"It's an egg yolk nestled into a cushion of stiff egg whites then topped with more egg white."
No discussion on modernist culinary techniques is complete without giving voice to temperature-controlled cooking. Several methods fall under this category, the most popular being sous vide. Sous vide means "under vacuum" in French; the name refers to the fact that food is traditionally vacuum-sealed before it is immersed in a precision water bath.
Sous vide cooking has been around since the 1970s in restaurant and industrial settings, but only recently, with the advent of several consumer sous vide devices, has it captured the attention of the home chef. The basic premise of sous vide is that you cook food over a relatively long period of time at the temperature which you intend to serve it. The result is food that's evenly cooked from crust to core. Because the food has been vacuum sealed, all of its moisture is locked in and it stays tender and succulent. Proponents also claim that there are health benefits, since nutrients do not dissipate as they would with most traditional cooking techniques.

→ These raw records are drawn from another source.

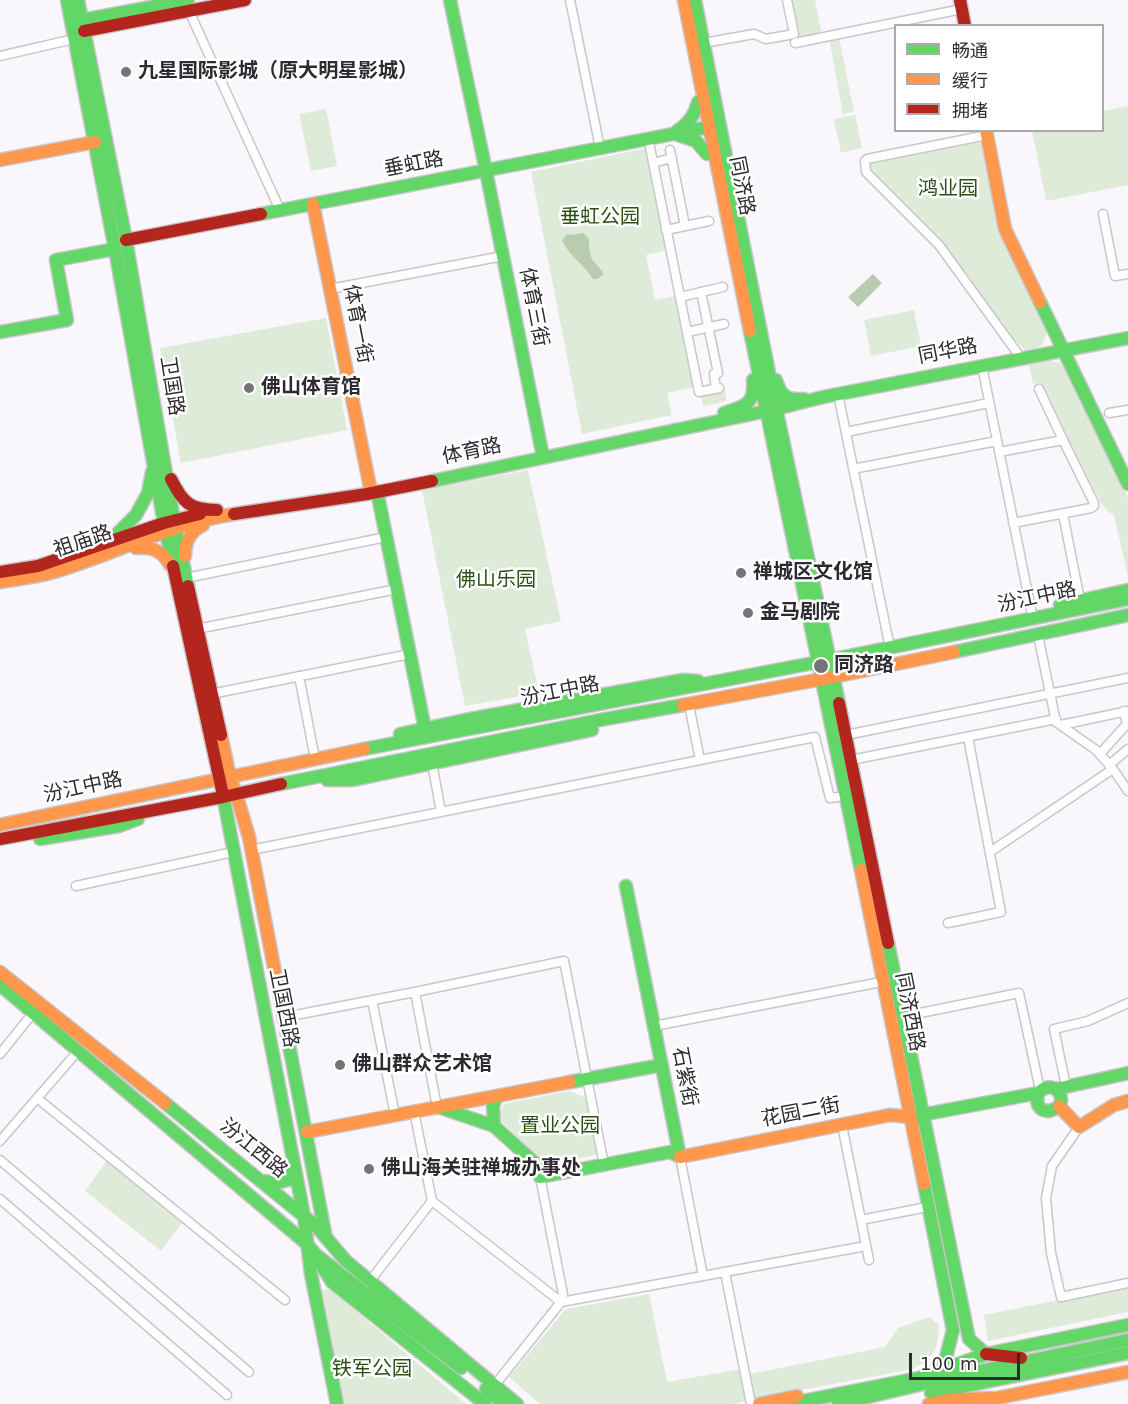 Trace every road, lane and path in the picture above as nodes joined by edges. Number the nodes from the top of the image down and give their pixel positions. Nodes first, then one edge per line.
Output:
1 (67, 0) edge
2 (78, 0) edge
3 (245, 0) edge
4 (450, 0) edge
5 (570, 0) edge
6 (678, 0) edge
7 (684, 0) edge
8 (695, 0) edge
9 (787, 0) edge
10 (186, 3) edge
11 (961, 5) edge
12 (965, 24) edge
13 (78, 30) junction
14 (709, 42) dead end
15 (795, 43) dead end
16 (0, 56) edge
17 (702, 107) junction
18 (709, 127) junction
19 (987, 133) edge
20 (671, 134) junction
21 (94, 142) junction
22 (650, 147) dead end
23 (600, 148) junction
24 (710, 148) junction
25 (0, 160) edge
26 (653, 162) junction
27 (486, 171) junction
28 (313, 204) junction
29 (280, 210) junction
30 (1103, 214) dead end
31 (709, 221) dead end
32 (685, 226) junction
33 (666, 230) junction
34 (126, 240) junction
35 (115, 249) junction
36 (503, 256) junction
37 (1128, 274) edge
38 (723, 287) dead end
39 (330, 289) junction
40 (701, 292) junction
41 (680, 297) junction
42 (724, 324) dead end
43 (708, 328) junction
44 (0, 332) edge
45 (687, 332) junction
46 (1128, 339) edge
47 (1065, 350) junction
48 (1021, 358) junction
49 (982, 366) junction
50 (774, 370) dead end
51 (756, 377) junction
52 (1039, 389) dead end
53 (838, 394) junction
54 (823, 397) junction
55 (793, 403) junction
56 (989, 403) junction
57 (771, 407) junction
58 (1128, 410) edge
59 (1110, 413) dead end
60 (724, 416) junction
61 (846, 432) junction
62 (777, 436) junction
63 (1063, 440) junction
64 (997, 441) junction
65 (791, 448) junction
66 (542, 452) junction
67 (999, 452) junction
68 (769, 453) junction
69 (158, 464) junction
70 (853, 469) junction
71 (1128, 484) edge
72 (374, 489) junction
73 (220, 512) junction
74 (1063, 514) junction
75 (1013, 523) junction
76 (170, 526) junction
77 (386, 537) junction
78 (107, 542) junction
79 (120, 550) junction
80 (0, 572) edge
81 (182, 577) junction
82 (0, 582) edge
83 (397, 590) junction
84 (1128, 590) edge
85 (1128, 599) edge
86 (806, 600) junction
87 (1080, 600) junction
88 (1128, 615) edge
89 (1032, 616) junction
90 (1128, 624) edge
91 (197, 629) junction
92 (822, 629) junction
93 (1039, 640) junction
94 (890, 648) junction
95 (410, 654) junction
96 (930, 656) junction
97 (824, 661) junction
98 (299, 676) junction
99 (828, 678) junction
100 (1128, 678) edge
101 (714, 682) junction
102 (211, 694) junction
103 (1051, 694) junction
104 (718, 698) junction
105 (690, 710) junction
106 (1126, 711) edge
107 (1058, 722) junction
108 (1128, 725) edge
109 (424, 729) junction
110 (846, 735) junction
111 (968, 737) junction
112 (1128, 749) edge
113 (339, 754) junction
114 (1100, 754) junction
115 (315, 759) junction
116 (700, 760) junction
117 (851, 760) junction
118 (432, 763) junction
119 (1111, 767) junction
120 (843, 777) junction
121 (225, 779) junction
122 (302, 780) junction
123 (1128, 791) edge
124 (236, 794) junction
125 (223, 797) junction
126 (838, 797) junction
127 (125, 799) junction
128 (179, 805) junction
129 (441, 812) junction
130 (0, 819) edge
131 (0, 825) edge
132 (0, 839) edge
133 (0, 846) edge
134 (251, 850) junction
135 (233, 852) junction
136 (990, 852) junction
137 (76, 886) dead end
138 (626, 886) dead end
139 (866, 897) junction
140 (863, 916) junction
141 (948, 923) dead end
142 (874, 936) junction
143 (0, 972) edge
144 (876, 983) junction
145 (0, 985) edge
146 (415, 992) junction
147 (372, 1000) junction
148 (1128, 1003) edge
149 (33, 1013) junction
150 (910, 1015) junction
151 (285, 1017) junction
152 (654, 1026) junction
153 (78, 1050) junction
154 (0, 1054) edge
155 (662, 1065) junction
156 (1128, 1073) edge
157 (588, 1079) junction
158 (1061, 1087) junction
159 (1039, 1092) junction
160 (497, 1096) junction
161 (37, 1098) junction
162 (472, 1101) junction
163 (1128, 1101) edge
164 (1059, 1106) junction
165 (437, 1107) junction
166 (414, 1111) junction
167 (395, 1115) junction
168 (927, 1115) junction
169 (907, 1117) junction
170 (470, 1118) junction
171 (842, 1125) junction
172 (494, 1126) junction
173 (1079, 1127) junction
174 (307, 1131) junction
175 (0, 1142) edge
176 (680, 1157) junction
177 (0, 1160) edge
178 (604, 1164) junction
179 (294, 1167) junction
180 (540, 1177) junction
181 (262, 1181) junction
182 (0, 1199) edge
183 (432, 1201) junction
184 (922, 1208) junction
185 (304, 1216) junction
186 (951, 1220) junction
187 (861, 1221) junction
188 (324, 1223) junction
189 (948, 1233) junction
190 (326, 1238) junction
191 (956, 1244) junction
192 (866, 1246) junction
193 (311, 1249) junction
194 (869, 1260) dead end
195 (725, 1272) junction
196 (703, 1276) junction
197 (369, 1277) junction
198 (1128, 1283) edge
199 (285, 1300) dead end
200 (561, 1302) junction
201 (402, 1322) junction
202 (1128, 1325) edge
203 (953, 1330) junction
204 (968, 1330) junction
205 (405, 1340) junction
206 (425, 1340) junction
207 (1128, 1340) edge
208 (1128, 1353) edge
209 (986, 1354) junction
210 (1036, 1359) junction
211 (469, 1369) junction
212 (943, 1369) junction
213 (249, 1372) dead end
214 (1128, 1372) edge
215 (998, 1379) junction
216 (498, 1381) junction
217 (881, 1385) junction
218 (862, 1394) junction
219 (227, 1395) dead end
220 (954, 1399) junction
221 (996, 1401) edge
222 (337, 1404) edge
223 (484, 1404) edge
224 (503, 1404) edge
225 (517, 1404) edge
226 (525, 1404) edge
227 (751, 1404) edge
228 (759, 1404) edge
229 (788, 1404) edge
230 (838, 1404) edge
231 (881, 1404) edge
232 (933, 1404) edge

1 - 13 main road, 卫国路
2 - 13 main road, 卫国路
3 - 10 main road
4 - 27 main road, 体育三街
5 - 23 street
6 - 17 main road
7 - 17 main road, 同济路
8 - 57 main road, 同济路
9 - 14 street
10 - 13 main road
10 - 29 street
11 - 12 main road
11 - 15 street
13 - 16 street
13 - 21 main road
13 - 34 main road, 卫国路
17 - 18 main road, 同济路
17 - 20 main road
18 - 20 main road, 垂虹路
18 - 24 main road, 同济路
19 - 47 main road
19 - 48 street
20 - 23 main road, 垂虹路
20 - 24 main road
21 - 25 main road
21 - 35 main road
22 - 26 street
23 - 27 main road, 垂虹路
24 - 51 main road, 同济路
26 - 32 street
26 - 33 street
27 - 28 main road, 垂虹路
27 - 36 main road, 体育三街
28 - 29 main road, 垂虹路
28 - 39 main road, 体育一街
29 - 34 main road, 垂虹路
30 - 37 street
31 - 32 street
32 - 33 street
33 - 41 street
34 - 69 main road, 卫国路
35 - 44 main road
35 - 69 main road
36 - 39 street
36 - 66 main road, 体育三街
38 - 40 street
39 - 72 main road, 体育一街
40 - 41 street
40 - 43 street
41 - 45 street
42 - 43 street
43 - 45 street
43 - 45 street
46 - 47 main road, 同华路
47 - 48 main road, 同华路
47 - 71 main road
48 - 49 main road, 同华路
49 - 53 main road, 同华路
49 - 56 street
50 - 55 main road
51 - 57 main road, 同济路
51 - 60 main road
52 - 63 street
53 - 54 main road, 同华路
53 - 61 street
54 - 55 main road, 同华路
54 - 65 main road
55 - 57 main road, 同华路
56 - 61 street
56 - 64 street
57 - 60 main road, 体育路
57 - 62 main road, 同济路
58 - 59 street
60 - 66 main road, 体育路
60 - 68 main road
60 - 72 main road, 体育路
61 - 70 street
62 - 65 main road
62 - 68 main road
62 - 86 main road, 同济路
62 - 92 main road, 同济路
63 - 67 street
63 - 74 street
64 - 67 street
64 - 70 street
65 - 92 main road
66 - 72 main road, 体育路
67 - 75 street
68 - 86 main road
69 - 73 main road
69 - 76 main road
69 - 78 main road
70 - 94 street
72 - 73 main road, 体育路
72 - 77 main road, 体育一街
73 - 76 main road, 体育路
73 - 81 main road
74 - 75 street
74 - 87 street
75 - 89 street
76 - 78 main road, 祖庙路
76 - 79 main road, 祖庙路
76 - 81 main road
77 - 81 street
77 - 83 main road, 体育一街
78 - 80 main road, 祖庙路
79 - 81 main road
79 - 82 main road, 祖庙路
81 - 91 main road
81 - 121 main road
83 - 91 street
83 - 95 main road, 体育一街
84 - 87 main road
85 - 89 main road, 汾江中路
86 - 97 main road, 同济路
87 - 89 main road
88 - 96 main road, 汾江中路
89 - 94 main road, 汾江中路
90 - 93 main road
91 - 102 main road
92 - 97 main road, 同济路
93 - 96 main road
93 - 103 street
94 - 97 main road, 汾江中路
95 - 98 street
95 - 109 main road, 体育一街
96 - 99 main road, 汾江中路
97 - 99 main road, 同济西路
97 - 101 main road, 汾江中路
98 - 102 street
98 - 115 street
99 - 104 main road, 汾江中路
99 - 110 main road, 同济西路
99 - 120 main road, 同济西路
100 - 103 street
101 - 109 main road
101 - 113 main road, 汾江中路
102 - 121 main road
103 - 107 street
103 - 110 street
104 - 105 main road
104 - 122 main road, 汾江中路
105 - 116 street
105 - 118 main road
106 - 107 street
106 - 108 street
107 - 111 street
107 - 114 street
108 - 114 street
109 - 113 main road
110 - 117 main road, 同济西路
111 - 117 street
111 - 136 street
112 - 119 street
113 - 115 main road, 汾江中路
114 - 119 street
115 - 121 main road, 汾江中路
116 - 126 street
116 - 129 street
117 - 150 main road
117 - 168 main road, 同济西路
118 - 122 main road
118 - 129 street
119 - 123 street
119 - 136 street
120 - 126 main road
120 - 139 main road, 同济西路
121 - 124 main road, 卫国西路
121 - 125 main road, 卫国西路
121 - 127 main road, 汾江中路
122 - 124 main road, 汾江中路
124 - 125 main road, 汾江中路
124 - 134 main road, 卫国西路
125 - 128 main road, 汾江中路
125 - 135 main road, 卫国西路
126 - 140 main road
127 - 130 main road
127 - 131 main road, 汾江中路
128 - 132 main road, 汾江中路
128 - 133 main road
129 - 134 street
134 - 151 main road, 卫国西路
135 - 137 street
135 - 179 main road, 卫国西路
136 - 141 street
138 - 152 main road, 石紫街
139 - 140 main road
139 - 142 main road, 同济西路
140 - 142 main road
140 - 144 main road
142 - 169 main road, 同济西路
143 - 181 main road, 汾江西路
144 - 152 street
144 - 169 main road
145 - 149 main road, 汾江西路
146 - 147 street
146 - 157 street
146 - 165 street
147 - 151 street
147 - 167 street
148 - 158 street
149 - 153 main road, 汾江西路
149 - 154 street
150 - 159 street
150 - 168 main road
151 - 174 main road, 卫国西路
152 - 155 main road, 石紫街
153 - 161 street
153 - 193 main road, 汾江西路
155 - 157 main road
155 - 176 main road, 石紫街
156 - 158 main road
157 - 160 main road
157 - 178 street
158 - 159 main road
158 - 164 main road
159 - 164 main road
159 - 168 main road, 花园二街
160 - 162 main road
160 - 172 main road
161 - 175 street
161 - 199 street
162 - 165 main road
162 - 170 main road
163 - 173 main road
164 - 173 main road
165 - 166 main road
165 - 170 main road
166 - 167 main road
166 - 183 street
167 - 174 main road
168 - 169 main road, 花园二街
168 - 186 main road
168 - 189 main road, 同济西路
169 - 171 main road, 花园二街
169 - 184 main road
169 - 203 main road, 同济西路
170 - 172 main road
171 - 176 main road, 花园二街
171 - 187 street
172 - 180 main road
173 - 198 street
174 - 188 main road, 卫国西路
176 - 178 main road, 花园二街
176 - 196 street, 石紫街
177 - 213 street
178 - 180 main road, 花园二街
179 - 181 main road
179 - 185 main road, 卫国西路
180 - 200 street
181 - 185 main road, 汾江西路
182 - 219 street
183 - 197 street
183 - 200 street
184 - 187 street
184 - 203 main road
185 - 190 main road, 汾江西路
185 - 193 main road, 卫国西路
186 - 189 main road
186 - 191 main road
187 - 192 street
188 - 190 main road, 卫国西路
188 - 197 main road
189 - 191 main road
189 - 204 main road, 同济西路
190 - 193 main road
190 - 197 main road, 汾江西路
191 - 204 main road
192 - 194 street
192 - 195 street
193 - 201 main road, 汾江西路
193 - 205 main road
193 - 222 main road, 卫国西路
195 - 196 street
195 - 227 street
196 - 200 street
197 - 211 main road, 汾江西路
197 - 216 main road
200 - 216 street
201 - 205 main road
201 - 206 main road, 汾江西路
202 - 209 main road
203 - 212 main road, 同济西路
204 - 209 main road, 同济西路
205 - 206 main road
205 - 223 main road
206 - 211 main road, 汾江西路
207 - 210 main road
208 - 215 main road
209 - 210 main road
209 - 212 main road
210 - 218 main road
211 - 224 main road
211 - 225 main road
212 - 217 main road
214 - 221 main road
215 - 220 main road
215 - 231 main road
216 - 226 main road
217 - 218 main road
217 - 228 main road
218 - 229 main road
218 - 230 main road
220 - 221 main road
220 - 232 main road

Sous vide cooking is particularly suited to meat, especially tougher cuts. There is nothing like biting into a short rib that is fall-off-the-bone tender and medium-rare at the same time. Because meat is cooked over a relatively long period, the collagen has a chance to break down, which results in an incredibly-silky texture.
" One great thing about cooking vegetables sous vide is that you avoid the "granny" effect. "
Vegetables also benefit from sous vide cooking, especially root veggies like potatoes and beets. I like to toss them with a little salt and duck fat and let the water work its magic. One great thing about cooking vegetables sous vide is that you avoid the "granny" effect. The "granny" effect is what happens when you throw something like broccoli into a simmering stockpot and promptly forget about it. When you do remember and swoop in to rescue the broccoli, you discover it's flaccid and tasteless.
Because you're cooking food at the temperature it's meant to be served, there is very little risk of mutilating it beyond recognition.
Perhaps my favorite food prepared en sous vide is the humble egg. The 63°C custard egg on many modernist restaurant menus these days is a thing of cult fascination. But today I want to share with you an egg prepared sous vide in an entirely different way than just tossing it in the bath. This, my friends, is a sous vide soufflé.
"It's "soufflé" in the most hypermodern sense of the word."
It's "soufflé" in the most hypermodern sense of the word. In other words, this ain't your grandma's souffle. It earmarks the fruits of my recent experimentation with egg whites and sous vide. It's no secret I'm an unabashed fool for all things uova, but I was really more of a yolk kind of a girl. Until now.
Now I'm enjoying a renaissance of my appreciation for albumen and this is the culmination of my experimental accomplishments. I got the concept from the Spanish chef Raphael Peña, however I altered times, temperatures, and ingredients so much (after preparing the dish numerous times) I am going to share my recipe.
But first I'm going to tantalize you with the sheer genius of this dish and assure you that if you make it, you'll be licking not only your chops, but your plate and your neighbor's plate.
It's an egg yolk nestled into a cushion of stiff egg whites then topped with more egg white so the yolk is a hidden surprise inside the billowy cloud. I served it with seasonal Parisienned vegetables, Jamón Ibérico and cream. A little decadent, no?